DIP 1017--Add Bottom Type--Final Review

Q. Schroll qs.il.paperinik at gmail.com
Thu Jan 17 02:32:48 UTC 2019


On Tuesday, 15 January 2019 at 16:23:57 UTC, Timon Gehr wrote:
> [...]
> It makes little sense to define a type "void" that has "no 
> values" and then say "but as a special case, a function with 
> return type void is a procedure instead", because you can just 
> have a unit type. The whole "variables cannot be of type 
> void"-nonsense is also nothing but annoying.

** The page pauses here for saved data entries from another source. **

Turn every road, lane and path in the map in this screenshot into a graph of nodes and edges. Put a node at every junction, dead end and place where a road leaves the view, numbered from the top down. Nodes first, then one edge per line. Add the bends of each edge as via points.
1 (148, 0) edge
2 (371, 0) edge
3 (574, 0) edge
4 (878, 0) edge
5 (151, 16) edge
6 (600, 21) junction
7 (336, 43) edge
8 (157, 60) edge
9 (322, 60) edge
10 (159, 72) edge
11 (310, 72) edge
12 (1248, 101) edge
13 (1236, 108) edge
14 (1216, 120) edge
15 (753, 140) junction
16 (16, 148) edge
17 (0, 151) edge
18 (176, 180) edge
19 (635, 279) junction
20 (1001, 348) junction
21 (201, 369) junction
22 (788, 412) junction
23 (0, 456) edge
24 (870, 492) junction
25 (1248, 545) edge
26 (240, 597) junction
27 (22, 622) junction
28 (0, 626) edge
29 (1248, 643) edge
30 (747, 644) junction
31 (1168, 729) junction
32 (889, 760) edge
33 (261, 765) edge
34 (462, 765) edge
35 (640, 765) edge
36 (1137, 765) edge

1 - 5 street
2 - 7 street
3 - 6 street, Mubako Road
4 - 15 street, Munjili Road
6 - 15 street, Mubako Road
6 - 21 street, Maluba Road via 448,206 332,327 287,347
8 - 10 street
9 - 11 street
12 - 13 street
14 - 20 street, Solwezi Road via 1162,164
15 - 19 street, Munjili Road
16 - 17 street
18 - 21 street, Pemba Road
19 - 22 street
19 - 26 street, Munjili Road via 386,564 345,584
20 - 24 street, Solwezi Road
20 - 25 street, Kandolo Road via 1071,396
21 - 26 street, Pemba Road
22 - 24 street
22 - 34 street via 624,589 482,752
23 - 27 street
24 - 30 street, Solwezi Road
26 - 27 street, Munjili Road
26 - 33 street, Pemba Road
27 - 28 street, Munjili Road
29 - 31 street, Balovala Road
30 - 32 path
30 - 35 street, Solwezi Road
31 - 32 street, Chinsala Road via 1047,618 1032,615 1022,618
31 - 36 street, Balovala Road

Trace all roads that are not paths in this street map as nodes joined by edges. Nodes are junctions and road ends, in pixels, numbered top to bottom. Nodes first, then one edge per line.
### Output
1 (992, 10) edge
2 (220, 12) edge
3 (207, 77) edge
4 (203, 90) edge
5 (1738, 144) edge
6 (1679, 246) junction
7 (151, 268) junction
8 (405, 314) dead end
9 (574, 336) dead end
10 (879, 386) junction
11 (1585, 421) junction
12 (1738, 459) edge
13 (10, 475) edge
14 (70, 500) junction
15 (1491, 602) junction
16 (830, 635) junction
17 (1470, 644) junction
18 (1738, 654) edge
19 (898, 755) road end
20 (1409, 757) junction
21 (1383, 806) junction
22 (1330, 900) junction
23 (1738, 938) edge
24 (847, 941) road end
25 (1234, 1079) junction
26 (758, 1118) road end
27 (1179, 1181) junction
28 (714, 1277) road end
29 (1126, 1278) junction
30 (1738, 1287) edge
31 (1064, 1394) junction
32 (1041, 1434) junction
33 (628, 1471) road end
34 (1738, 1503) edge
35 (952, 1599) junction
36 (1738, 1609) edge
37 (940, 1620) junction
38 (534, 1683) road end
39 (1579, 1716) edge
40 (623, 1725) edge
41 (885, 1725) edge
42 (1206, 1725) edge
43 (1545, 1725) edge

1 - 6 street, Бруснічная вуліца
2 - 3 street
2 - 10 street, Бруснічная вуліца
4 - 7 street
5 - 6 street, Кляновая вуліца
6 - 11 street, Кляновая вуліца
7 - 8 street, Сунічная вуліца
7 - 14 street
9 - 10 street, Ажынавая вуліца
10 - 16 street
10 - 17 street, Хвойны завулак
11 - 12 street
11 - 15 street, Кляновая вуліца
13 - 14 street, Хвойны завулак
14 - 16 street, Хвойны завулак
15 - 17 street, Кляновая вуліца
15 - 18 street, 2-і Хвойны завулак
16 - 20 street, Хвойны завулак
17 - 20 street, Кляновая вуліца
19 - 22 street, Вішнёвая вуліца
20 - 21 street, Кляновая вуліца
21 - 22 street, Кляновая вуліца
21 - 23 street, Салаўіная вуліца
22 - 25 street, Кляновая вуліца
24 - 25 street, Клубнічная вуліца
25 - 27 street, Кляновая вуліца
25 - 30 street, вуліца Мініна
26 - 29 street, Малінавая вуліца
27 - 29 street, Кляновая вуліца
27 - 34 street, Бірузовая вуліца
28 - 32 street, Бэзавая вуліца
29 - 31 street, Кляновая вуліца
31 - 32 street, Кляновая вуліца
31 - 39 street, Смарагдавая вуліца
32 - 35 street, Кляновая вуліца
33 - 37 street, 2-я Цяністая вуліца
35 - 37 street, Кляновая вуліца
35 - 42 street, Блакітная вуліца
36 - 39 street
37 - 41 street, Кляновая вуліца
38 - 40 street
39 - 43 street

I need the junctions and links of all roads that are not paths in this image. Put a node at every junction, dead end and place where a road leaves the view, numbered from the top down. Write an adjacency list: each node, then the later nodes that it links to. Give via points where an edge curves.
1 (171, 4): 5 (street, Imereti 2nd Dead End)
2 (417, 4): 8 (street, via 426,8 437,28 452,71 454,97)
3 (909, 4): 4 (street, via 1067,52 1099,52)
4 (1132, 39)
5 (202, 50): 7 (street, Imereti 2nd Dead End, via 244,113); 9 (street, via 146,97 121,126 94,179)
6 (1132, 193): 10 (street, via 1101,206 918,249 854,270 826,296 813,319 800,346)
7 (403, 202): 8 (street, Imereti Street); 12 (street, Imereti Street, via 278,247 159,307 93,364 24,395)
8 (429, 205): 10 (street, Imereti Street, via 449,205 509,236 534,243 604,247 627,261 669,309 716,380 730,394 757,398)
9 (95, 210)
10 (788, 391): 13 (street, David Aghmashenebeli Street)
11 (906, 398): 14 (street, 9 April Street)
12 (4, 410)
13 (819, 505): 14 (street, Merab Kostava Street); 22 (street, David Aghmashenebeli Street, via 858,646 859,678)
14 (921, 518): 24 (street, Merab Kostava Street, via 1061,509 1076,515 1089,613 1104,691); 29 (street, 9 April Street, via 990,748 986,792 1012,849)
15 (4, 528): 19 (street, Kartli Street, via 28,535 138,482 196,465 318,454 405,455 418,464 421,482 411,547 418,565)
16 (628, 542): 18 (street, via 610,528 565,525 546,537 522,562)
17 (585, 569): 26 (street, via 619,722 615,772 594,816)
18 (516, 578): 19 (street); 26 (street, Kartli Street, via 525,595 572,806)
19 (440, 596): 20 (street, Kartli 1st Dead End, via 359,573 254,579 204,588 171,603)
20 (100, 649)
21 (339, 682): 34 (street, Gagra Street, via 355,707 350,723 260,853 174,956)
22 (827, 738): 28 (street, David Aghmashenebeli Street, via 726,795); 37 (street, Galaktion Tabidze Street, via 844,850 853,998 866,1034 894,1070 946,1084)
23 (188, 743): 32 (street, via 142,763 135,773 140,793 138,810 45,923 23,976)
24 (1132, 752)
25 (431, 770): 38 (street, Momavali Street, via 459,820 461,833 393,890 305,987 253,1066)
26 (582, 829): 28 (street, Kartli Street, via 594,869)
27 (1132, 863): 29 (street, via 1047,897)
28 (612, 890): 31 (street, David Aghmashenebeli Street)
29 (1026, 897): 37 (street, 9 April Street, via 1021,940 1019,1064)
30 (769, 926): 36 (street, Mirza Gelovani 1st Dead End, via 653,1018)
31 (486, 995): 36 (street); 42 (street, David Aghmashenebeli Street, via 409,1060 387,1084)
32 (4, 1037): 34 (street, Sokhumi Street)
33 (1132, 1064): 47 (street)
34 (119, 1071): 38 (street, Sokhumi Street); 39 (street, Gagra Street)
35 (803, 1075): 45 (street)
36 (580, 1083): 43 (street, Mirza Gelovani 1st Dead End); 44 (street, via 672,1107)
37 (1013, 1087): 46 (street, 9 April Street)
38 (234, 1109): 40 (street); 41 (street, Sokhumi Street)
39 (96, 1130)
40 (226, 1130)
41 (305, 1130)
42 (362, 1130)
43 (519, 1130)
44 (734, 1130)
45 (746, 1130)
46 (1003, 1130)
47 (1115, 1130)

The void type is one of *three* type-theoretically different 
types:
1. For any variables (local, parameter, field, ...), it *is* the 
bottom type: You cannot have values of it.
2. For function returns, it is a unit type. In D, we have another 
one: typeof(null). In fact, we could deprecate void returning 
functions and use typeof(null) instead.
3. For pointer (i.e. void*) (and arrays (void[n]) and slices 
(void[])), void is neither of the above. It's rather a top type 
(or any, or unknown in TypeScript) which can hold any value. As 
it is with Object, you cannot do anything (meaningful) with it 
without explicit downcast.

This is not new -- it's inherited from C. If we get a bottom 
type, void in the sense of 2. can be defined as void = bottom*.